(Beginning of Materials provided)

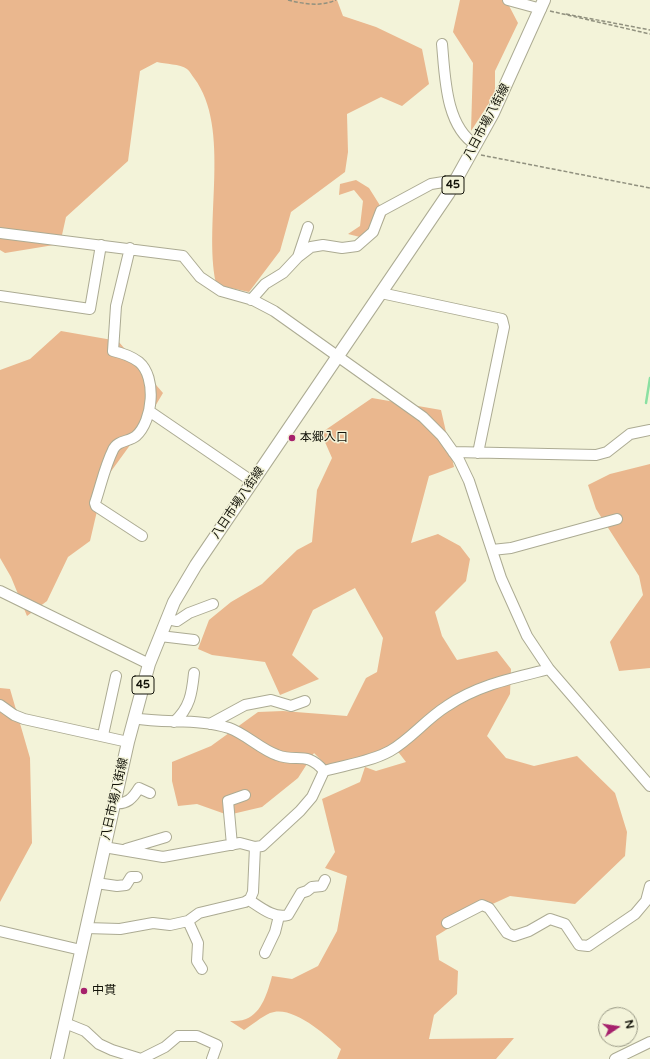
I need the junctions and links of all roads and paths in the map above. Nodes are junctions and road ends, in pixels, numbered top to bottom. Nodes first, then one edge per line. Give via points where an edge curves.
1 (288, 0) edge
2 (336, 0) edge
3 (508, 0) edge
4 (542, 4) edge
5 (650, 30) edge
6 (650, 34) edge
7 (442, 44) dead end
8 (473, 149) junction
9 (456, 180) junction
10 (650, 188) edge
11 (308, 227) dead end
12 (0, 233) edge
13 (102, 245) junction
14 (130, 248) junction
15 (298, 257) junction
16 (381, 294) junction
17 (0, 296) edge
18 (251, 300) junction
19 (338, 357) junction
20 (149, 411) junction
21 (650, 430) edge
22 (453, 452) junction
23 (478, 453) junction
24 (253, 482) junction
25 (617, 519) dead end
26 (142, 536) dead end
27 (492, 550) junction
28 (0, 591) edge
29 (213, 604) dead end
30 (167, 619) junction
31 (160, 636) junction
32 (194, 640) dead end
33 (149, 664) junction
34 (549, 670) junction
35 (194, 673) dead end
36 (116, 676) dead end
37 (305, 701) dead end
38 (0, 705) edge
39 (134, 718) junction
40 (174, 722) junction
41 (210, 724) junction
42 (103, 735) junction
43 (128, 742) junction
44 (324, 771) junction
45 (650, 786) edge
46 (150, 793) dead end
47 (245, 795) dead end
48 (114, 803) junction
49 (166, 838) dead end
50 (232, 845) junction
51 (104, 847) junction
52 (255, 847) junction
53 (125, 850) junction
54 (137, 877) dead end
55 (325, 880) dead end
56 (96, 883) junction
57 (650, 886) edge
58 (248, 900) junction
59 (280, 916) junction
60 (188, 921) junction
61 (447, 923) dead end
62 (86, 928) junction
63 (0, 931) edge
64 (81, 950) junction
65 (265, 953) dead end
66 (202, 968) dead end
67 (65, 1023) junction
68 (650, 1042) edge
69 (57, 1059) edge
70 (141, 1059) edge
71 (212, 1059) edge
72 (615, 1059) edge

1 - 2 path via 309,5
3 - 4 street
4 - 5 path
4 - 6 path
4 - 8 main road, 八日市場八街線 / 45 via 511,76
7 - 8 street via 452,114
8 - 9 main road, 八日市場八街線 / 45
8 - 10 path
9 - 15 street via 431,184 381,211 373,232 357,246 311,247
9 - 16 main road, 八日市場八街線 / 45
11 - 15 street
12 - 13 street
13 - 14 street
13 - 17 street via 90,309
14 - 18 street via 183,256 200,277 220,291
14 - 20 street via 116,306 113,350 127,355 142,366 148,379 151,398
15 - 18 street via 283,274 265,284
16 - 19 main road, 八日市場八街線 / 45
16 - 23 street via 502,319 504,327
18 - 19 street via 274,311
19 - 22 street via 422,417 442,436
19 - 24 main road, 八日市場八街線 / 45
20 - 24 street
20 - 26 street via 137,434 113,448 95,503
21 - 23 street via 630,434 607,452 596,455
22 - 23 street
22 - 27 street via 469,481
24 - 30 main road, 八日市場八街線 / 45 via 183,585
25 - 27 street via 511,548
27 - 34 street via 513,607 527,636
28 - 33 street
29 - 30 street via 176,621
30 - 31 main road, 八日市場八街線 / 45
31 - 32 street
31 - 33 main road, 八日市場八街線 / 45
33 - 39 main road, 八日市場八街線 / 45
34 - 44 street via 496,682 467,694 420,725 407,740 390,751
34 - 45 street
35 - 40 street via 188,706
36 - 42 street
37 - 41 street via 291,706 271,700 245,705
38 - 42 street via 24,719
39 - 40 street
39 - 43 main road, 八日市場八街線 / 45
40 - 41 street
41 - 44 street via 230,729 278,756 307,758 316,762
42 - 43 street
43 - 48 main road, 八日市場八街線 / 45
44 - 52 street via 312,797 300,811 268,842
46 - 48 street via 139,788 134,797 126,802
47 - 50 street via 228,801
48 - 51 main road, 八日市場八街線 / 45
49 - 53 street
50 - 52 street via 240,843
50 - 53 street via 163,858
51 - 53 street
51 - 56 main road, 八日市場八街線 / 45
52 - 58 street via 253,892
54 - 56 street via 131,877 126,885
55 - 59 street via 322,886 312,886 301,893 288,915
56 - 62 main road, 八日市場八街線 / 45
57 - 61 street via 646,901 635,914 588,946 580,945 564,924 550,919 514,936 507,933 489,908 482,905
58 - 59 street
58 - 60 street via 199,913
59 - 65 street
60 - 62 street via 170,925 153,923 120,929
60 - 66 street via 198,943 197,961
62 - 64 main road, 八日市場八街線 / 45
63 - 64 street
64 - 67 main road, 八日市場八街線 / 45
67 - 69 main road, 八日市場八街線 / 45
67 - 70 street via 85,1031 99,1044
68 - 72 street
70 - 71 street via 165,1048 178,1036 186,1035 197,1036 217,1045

(End of Materials provided)

▶ Your task:
Omit the pictures, then output the rest of the listing exactly.

▶ Result of the task:
I need the junctions and links of all roads and paths in the map above. Nodes are junctions and road ends, in pixels, numbered top to bottom. Nodes first, then one edge per line. Give via points where an edge curves.
1 (288, 0) edge
2 (336, 0) edge
3 (508, 0) edge
4 (542, 4) edge
5 (650, 30) edge
6 (650, 34) edge
7 (442, 44) dead end
8 (473, 149) junction
9 (456, 180) junction
10 (650, 188) edge
11 (308, 227) dead end
12 (0, 233) edge
13 (102, 245) junction
14 (130, 248) junction
15 (298, 257) junction
16 (381, 294) junction
17 (0, 296) edge
18 (251, 300) junction
19 (338, 357) junction
20 (149, 411) junction
21 (650, 430) edge
22 (453, 452) junction
23 (478, 453) junction
24 (253, 482) junction
25 (617, 519) dead end
26 (142, 536) dead end
27 (492, 550) junction
28 (0, 591) edge
29 (213, 604) dead end
30 (167, 619) junction
31 (160, 636) junction
32 (194, 640) dead end
33 (149, 664) junction
34 (549, 670) junction
35 (194, 673) dead end
36 (116, 676) dead end
37 (305, 701) dead end
38 (0, 705) edge
39 (134, 718) junction
40 (174, 722) junction
41 (210, 724) junction
42 (103, 735) junction
43 (128, 742) junction
44 (324, 771) junction
45 (650, 786) edge
46 (150, 793) dead end
47 (245, 795) dead end
48 (114, 803) junction
49 (166, 838) dead end
50 (232, 845) junction
51 (104, 847) junction
52 (255, 847) junction
53 (125, 850) junction
54 (137, 877) dead end
55 (325, 880) dead end
56 (96, 883) junction
57 (650, 886) edge
58 (248, 900) junction
59 (280, 916) junction
60 (188, 921) junction
61 (447, 923) dead end
62 (86, 928) junction
63 (0, 931) edge
64 (81, 950) junction
65 (265, 953) dead end
66 (202, 968) dead end
67 (65, 1023) junction
68 (650, 1042) edge
69 (57, 1059) edge
70 (141, 1059) edge
71 (212, 1059) edge
72 (615, 1059) edge

1 - 2 path via 309,5
3 - 4 street
4 - 5 path
4 - 6 path
4 - 8 main road, 八日市場八街線 / 45 via 511,76
7 - 8 street via 452,114
8 - 9 main road, 八日市場八街線 / 45
8 - 10 path
9 - 15 street via 431,184 381,211 373,232 357,246 311,247
9 - 16 main road, 八日市場八街線 / 45
11 - 15 street
12 - 13 street
13 - 14 street
13 - 17 street via 90,309
14 - 18 street via 183,256 200,277 220,291
14 - 20 street via 116,306 113,350 127,355 142,366 148,379 151,398
15 - 18 street via 283,274 265,284
16 - 19 main road, 八日市場八街線 / 45
16 - 23 street via 502,319 504,327
18 - 19 street via 274,311
19 - 22 street via 422,417 442,436
19 - 24 main road, 八日市場八街線 / 45
20 - 24 street
20 - 26 street via 137,434 113,448 95,503
21 - 23 street via 630,434 607,452 596,455
22 - 23 street
22 - 27 street via 469,481
24 - 30 main road, 八日市場八街線 / 45 via 183,585
25 - 27 street via 511,548
27 - 34 street via 513,607 527,636
28 - 33 street
29 - 30 street via 176,621
30 - 31 main road, 八日市場八街線 / 45
31 - 32 street
31 - 33 main road, 八日市場八街線 / 45
33 - 39 main road, 八日市場八街線 / 45
34 - 44 street via 496,682 467,694 420,725 407,740 390,751
34 - 45 street
35 - 40 street via 188,706
36 - 42 street
37 - 41 street via 291,706 271,700 245,705
38 - 42 street via 24,719
39 - 40 street
39 - 43 main road, 八日市場八街線 / 45
40 - 41 street
41 - 44 street via 230,729 278,756 307,758 316,762
42 - 43 street
43 - 48 main road, 八日市場八街線 / 45
44 - 52 street via 312,797 300,811 268,842
46 - 48 street via 139,788 134,797 126,802
47 - 50 street via 228,801
48 - 51 main road, 八日市場八街線 / 45
49 - 53 street
50 - 52 street via 240,843
50 - 53 street via 163,858
51 - 53 street
51 - 56 main road, 八日市場八街線 / 45
52 - 58 street via 253,892
54 - 56 street via 131,877 126,885
55 - 59 street via 322,886 312,886 301,893 288,915
56 - 62 main road, 八日市場八街線 / 45
57 - 61 street via 646,901 635,914 588,946 580,945 564,924 550,919 514,936 507,933 489,908 482,905
58 - 59 street
58 - 60 street via 199,913
59 - 65 street
60 - 62 street via 170,925 153,923 120,929
60 - 66 street via 198,943 197,961
62 - 64 main road, 八日市場八街線 / 45
63 - 64 street
64 - 67 main road, 八日市場八街線 / 45
67 - 69 main road, 八日市場八街線 / 45
67 - 70 street via 85,1031 99,1044
68 - 72 street
70 - 71 street via 165,1048 178,1036 186,1035 197,1036 217,1045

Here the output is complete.